Strange Coincidence: Titanic Disaster Foretold —
Status: True (kind of, though I wouldn't use the word 'foretold')
2spare.com offers a list of the
Top 15 Strangest Coincidences. It's an interesting list (Thanks for the link, Kathy!), and as far as I can tell all the coincidences they list are basically true. Or, at least, they've all been widely reported, and I haven't been able to find any false statements in them yet. (I didn't analyze all of them that closely.)
But one coincidence I found particularly interesting, that I hadn't read about before, involved an American writer named Morgan Robertson who in 1898 wrote a novella titled
Futility. It told the story of a massive ocean liner named the
Titan that hits an iceberg while crossing the Atlantic and sinks. Fourteen years later, in real life, the
Titanic hits an iceberg while crossing the Atlantic and sinks. Very weird.
The coincidence was definitely not lost on Robertson who immediately had his story republished after the
Titanic sank, with the new title
Futility and the Wreck of the Titan. Apparently he tweaked the republished story a little bit to make the similarities even more striking. (He altered the dimensions of his fictional boat to make it more like the
Titanic.) But the biggest similarity of all (
Titan vs.
Titanic) he didn't need to tweak. That was legitimately in the original story (which can be read
here).
This coincidence is discussed on
skepticwiki, which points out that the story is often used by believers in the paranormal as evidence of premonition. But as they point out:
"The most startling coincidence above all is the similarity in names between Titan and Titanic. In 2003, Senan Moloney wrote an article for the online resource Titanic Book Site where he finds three occasions before the writing of "Futility" where a ship named Titania sank at sea, and one of these bore certain similarities to the eventual Titanic disaster. It could be that, inspired by this disaster (or all three) Morgan Robertson chose to base his ocean liner's name on their names."
Still, it is a very striking coincidence. But sometimes strange coincidences do happen. That doesn't make them paranormal.

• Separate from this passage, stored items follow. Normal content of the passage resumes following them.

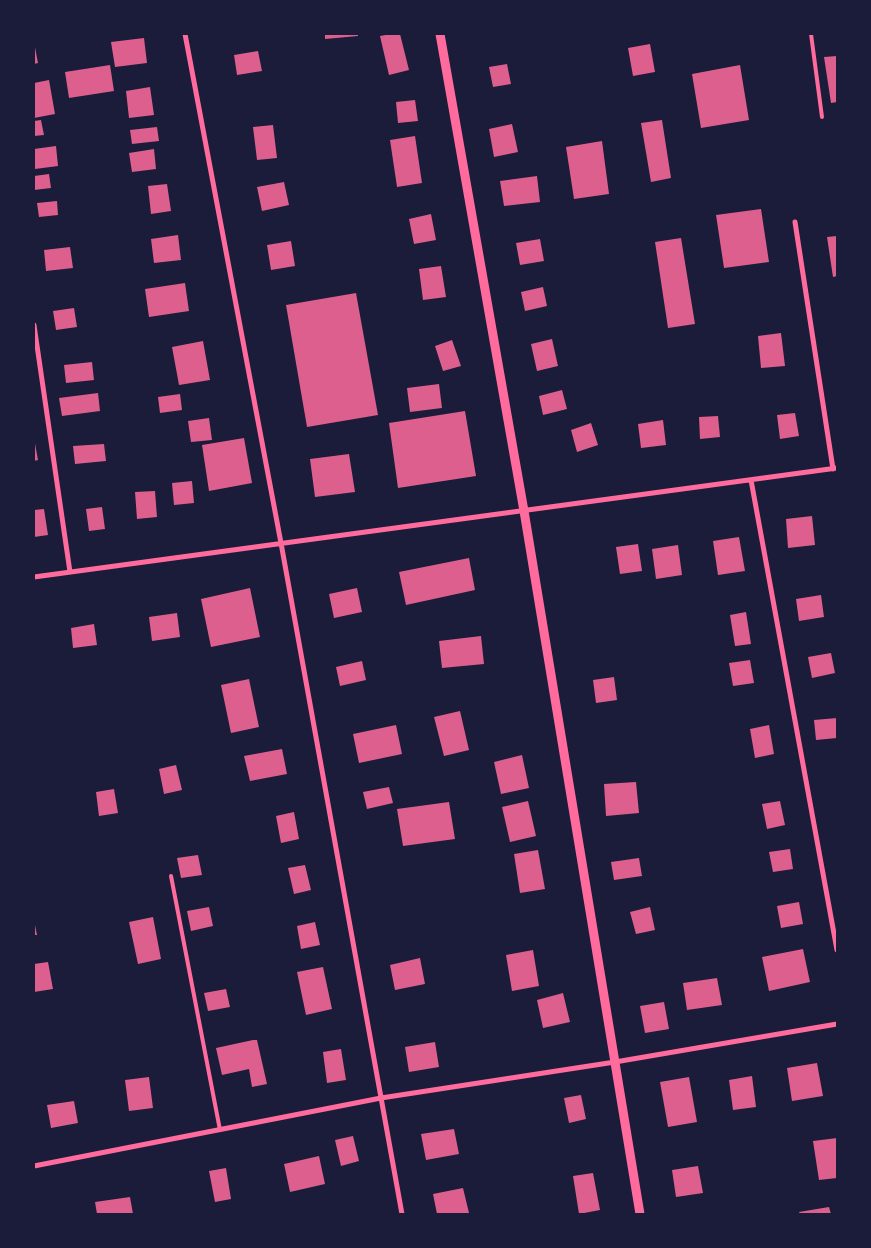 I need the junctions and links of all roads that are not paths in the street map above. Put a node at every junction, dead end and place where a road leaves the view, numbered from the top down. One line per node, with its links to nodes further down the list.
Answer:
1 (185, 34): 10 (street)
2 (440, 34): 9 (street)
3 (811, 34): 4 (lane)
4 (822, 117)
5 (795, 222): 7 (street)
6 (34, 324): 11 (street)
7 (835, 469): 8 (street)
8 (751, 480): 9 (street); 14 (street)
9 (524, 511): 10 (street); 16 (street)
10 (281, 543): 11 (street); 17 (street)
11 (70, 572): 12 (street)
12 (34, 577)
13 (171, 876): 18 (lane)
14 (837, 950)
15 (837, 1024): 16 (street)
16 (615, 1062): 17 (street); 21 (street)
17 (381, 1098): 18 (street); 20 (street)
18 (220, 1130): 19 (street)
19 (34, 1166)
20 (402, 1214)
21 (640, 1214) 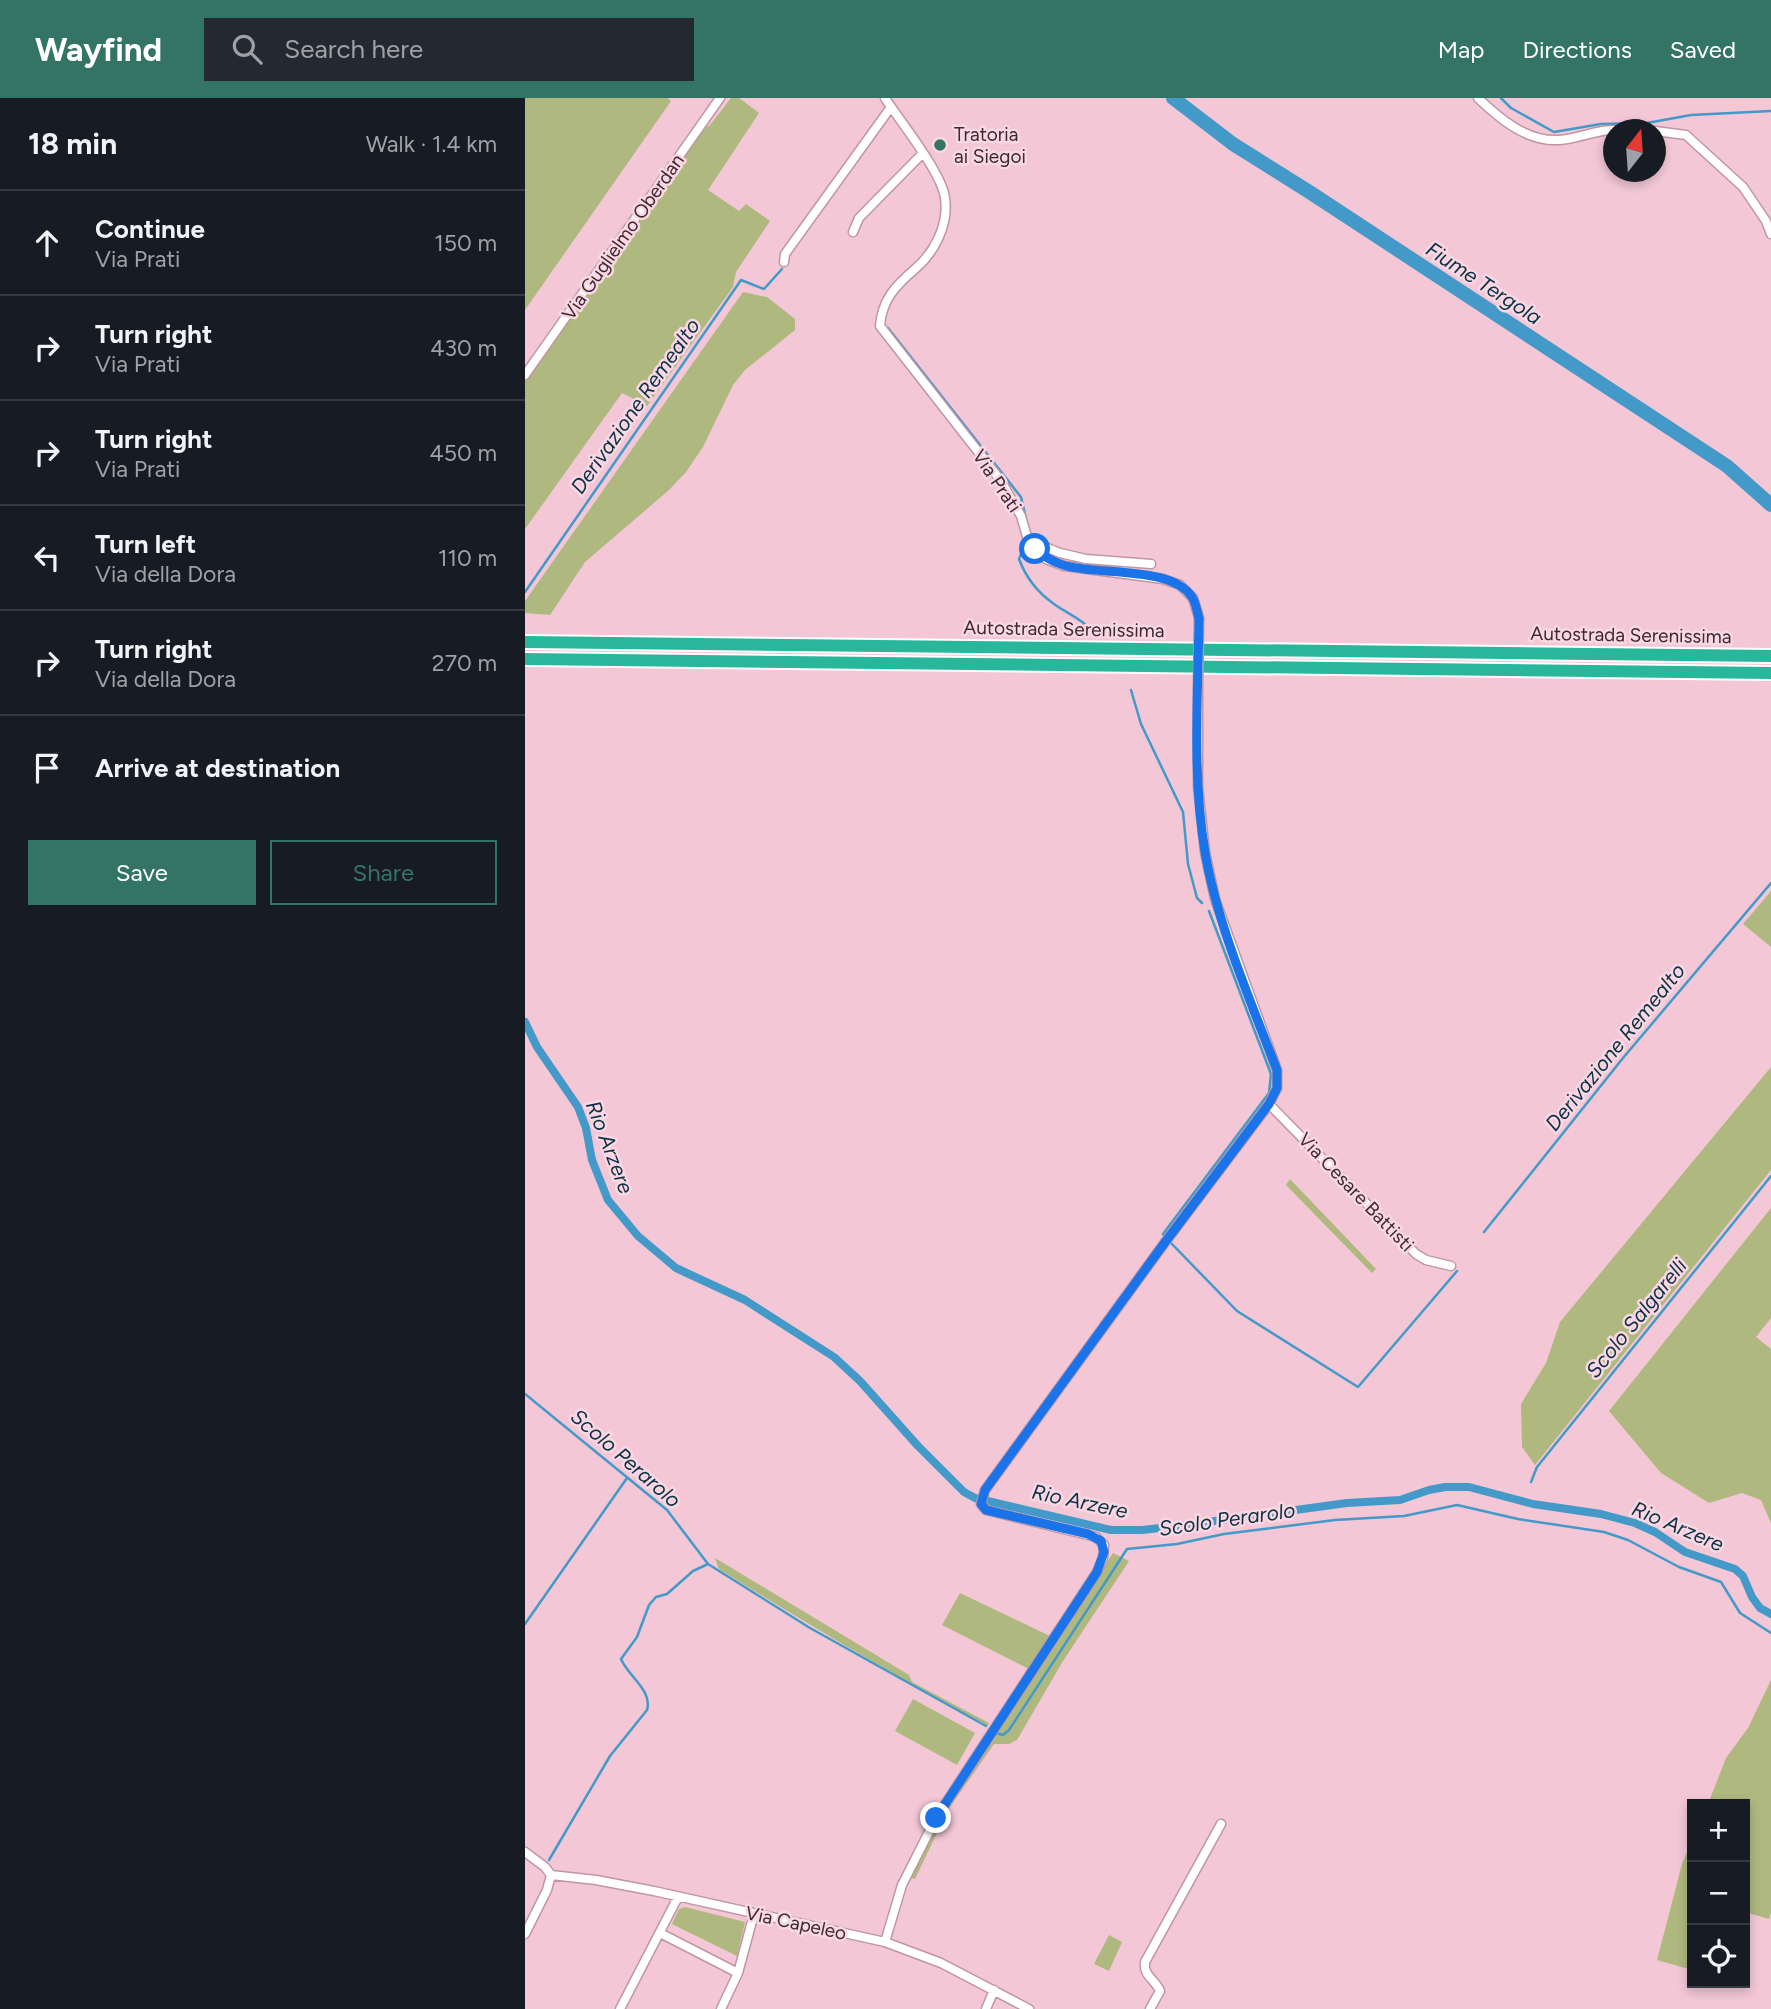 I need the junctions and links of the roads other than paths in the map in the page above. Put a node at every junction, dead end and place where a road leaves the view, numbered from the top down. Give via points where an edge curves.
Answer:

In fact, 2spare.com leaves off its list what I find to be the most amazing coincidence in history: that when the Pilgrims landed on Plymouth Rock in 1620, one of the first native Americans they met not only spoke fluent English, but had actually lived in England for a number of years and had crossed the Atlantic numerous times. (He was more cosmopolitan and well-traveled than they were.) To me this is just amazing that out of the entire huge continent the Pilgrims managed, by sheer luck, to find the one guy,
Squanto, who spoke English. It's like traveling halfway across the galaxy, landing on a planet, and discovering that the inhabitants speak English. (Of course, that happens in
Star Trek all the time.) And without Squanto's help the Plymouth Colony probably wouldn't have lasted through the winter, and American history itself might have taken a very different course. But it was just a coincidence. Nothing supernatural about it (though the Pilgrims definitely viewed it as an example of divine favor).